Marie J. Cowan was born on July 20, 1938 in Albuquerque, New Mexico. She was given a nursing diploma by Mary's Help of College of Nursing in San Francisco in 1961. She went on her studies at the University of Washington in Seattle and in 1979, she owned a bachelor's degree in nursing, a master's in physiology and biophysics and a doctorate in an interdisciplinary program composed of pathology and physiology/biophysics. In the same year, she began to serve on the faculty of the University of Washington.

In 1997, Cowan was appointed dean of the UCLA School of Nursing. She thrust forward for restoration of the entry-level undergraduate program that would make greater the readily available supply of nurses in California, and it was reopened in 2006.

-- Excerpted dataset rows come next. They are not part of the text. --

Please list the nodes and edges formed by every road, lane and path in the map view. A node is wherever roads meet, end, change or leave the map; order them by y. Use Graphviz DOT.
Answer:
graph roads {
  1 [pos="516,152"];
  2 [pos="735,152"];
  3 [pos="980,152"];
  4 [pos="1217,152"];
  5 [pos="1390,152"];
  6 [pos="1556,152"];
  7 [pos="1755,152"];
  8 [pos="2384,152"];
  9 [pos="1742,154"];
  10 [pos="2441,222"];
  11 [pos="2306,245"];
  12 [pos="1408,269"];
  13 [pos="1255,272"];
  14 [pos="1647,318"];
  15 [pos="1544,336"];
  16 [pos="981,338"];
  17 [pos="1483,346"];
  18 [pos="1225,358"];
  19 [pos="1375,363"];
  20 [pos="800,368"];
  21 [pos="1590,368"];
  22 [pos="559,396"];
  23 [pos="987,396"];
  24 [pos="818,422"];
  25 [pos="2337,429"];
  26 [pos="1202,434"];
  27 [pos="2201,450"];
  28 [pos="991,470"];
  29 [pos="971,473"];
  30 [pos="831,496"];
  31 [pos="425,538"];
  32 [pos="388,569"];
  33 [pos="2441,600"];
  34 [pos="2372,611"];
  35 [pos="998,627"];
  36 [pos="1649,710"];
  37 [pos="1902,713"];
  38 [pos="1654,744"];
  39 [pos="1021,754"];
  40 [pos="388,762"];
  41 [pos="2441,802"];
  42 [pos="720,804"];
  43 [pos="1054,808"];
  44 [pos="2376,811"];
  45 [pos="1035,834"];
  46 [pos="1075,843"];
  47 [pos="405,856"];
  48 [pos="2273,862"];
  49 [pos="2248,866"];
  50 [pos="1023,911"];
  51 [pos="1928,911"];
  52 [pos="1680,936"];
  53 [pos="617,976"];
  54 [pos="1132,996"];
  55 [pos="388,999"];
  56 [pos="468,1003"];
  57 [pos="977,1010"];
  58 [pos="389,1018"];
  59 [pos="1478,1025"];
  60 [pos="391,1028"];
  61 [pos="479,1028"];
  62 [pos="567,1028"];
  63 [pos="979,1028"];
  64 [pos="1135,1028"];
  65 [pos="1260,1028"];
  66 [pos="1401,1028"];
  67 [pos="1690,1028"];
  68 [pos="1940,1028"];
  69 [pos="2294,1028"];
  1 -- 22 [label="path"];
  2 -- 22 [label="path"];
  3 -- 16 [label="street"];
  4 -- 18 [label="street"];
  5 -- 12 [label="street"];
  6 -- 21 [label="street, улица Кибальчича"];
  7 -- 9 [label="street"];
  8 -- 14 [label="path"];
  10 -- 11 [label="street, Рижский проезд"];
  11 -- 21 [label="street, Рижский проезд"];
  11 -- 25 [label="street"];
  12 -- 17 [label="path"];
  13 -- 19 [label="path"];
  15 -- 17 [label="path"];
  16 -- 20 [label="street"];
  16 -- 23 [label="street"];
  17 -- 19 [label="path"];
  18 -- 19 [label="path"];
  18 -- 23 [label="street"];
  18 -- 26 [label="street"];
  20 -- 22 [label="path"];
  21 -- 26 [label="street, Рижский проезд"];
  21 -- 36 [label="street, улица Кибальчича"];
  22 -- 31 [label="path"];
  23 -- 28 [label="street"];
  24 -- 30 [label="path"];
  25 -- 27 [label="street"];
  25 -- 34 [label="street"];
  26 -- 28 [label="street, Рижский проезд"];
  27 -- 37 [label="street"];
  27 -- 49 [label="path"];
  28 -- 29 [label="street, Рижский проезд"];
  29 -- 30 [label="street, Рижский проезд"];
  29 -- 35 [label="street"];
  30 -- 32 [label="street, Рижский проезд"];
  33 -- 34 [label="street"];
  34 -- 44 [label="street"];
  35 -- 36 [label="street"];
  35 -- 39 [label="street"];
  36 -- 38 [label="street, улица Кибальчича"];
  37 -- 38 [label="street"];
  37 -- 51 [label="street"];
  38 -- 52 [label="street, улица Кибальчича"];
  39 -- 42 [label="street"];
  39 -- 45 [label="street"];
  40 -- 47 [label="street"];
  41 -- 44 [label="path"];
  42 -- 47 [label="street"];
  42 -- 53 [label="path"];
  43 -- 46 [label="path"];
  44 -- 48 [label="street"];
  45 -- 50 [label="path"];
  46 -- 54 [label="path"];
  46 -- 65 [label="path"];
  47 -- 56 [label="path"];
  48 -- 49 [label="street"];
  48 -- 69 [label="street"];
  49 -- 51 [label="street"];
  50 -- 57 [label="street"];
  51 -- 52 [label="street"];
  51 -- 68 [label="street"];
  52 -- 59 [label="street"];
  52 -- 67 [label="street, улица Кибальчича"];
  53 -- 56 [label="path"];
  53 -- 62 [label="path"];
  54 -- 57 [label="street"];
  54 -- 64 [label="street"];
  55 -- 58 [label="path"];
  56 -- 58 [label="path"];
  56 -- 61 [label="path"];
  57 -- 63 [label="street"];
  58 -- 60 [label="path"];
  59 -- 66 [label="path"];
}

She likewise thrust forward for an expanded master's program where she recruited greater than 20 new faculty members, worked with faculty to devise an entry-level master's program for graduates of other filed of study, and founded a bioscience course of study for the doctoral program in nursing. The School of Nursing came back to top-10 position nationally under the leadership of Dean Cowan.

With her long history in research, Cowan gave faculty with the encouragement and the expertise and knowledge in research required to construct a research program that can be funded nationally. As a researcher, she provided helpful services on the first National Institutes of Health peer review group for nursing research. In 2007, the American Academy of Nursing gave Cowan the Living Legend award. With her achievements, Cowan must be given the Hall of Fame award.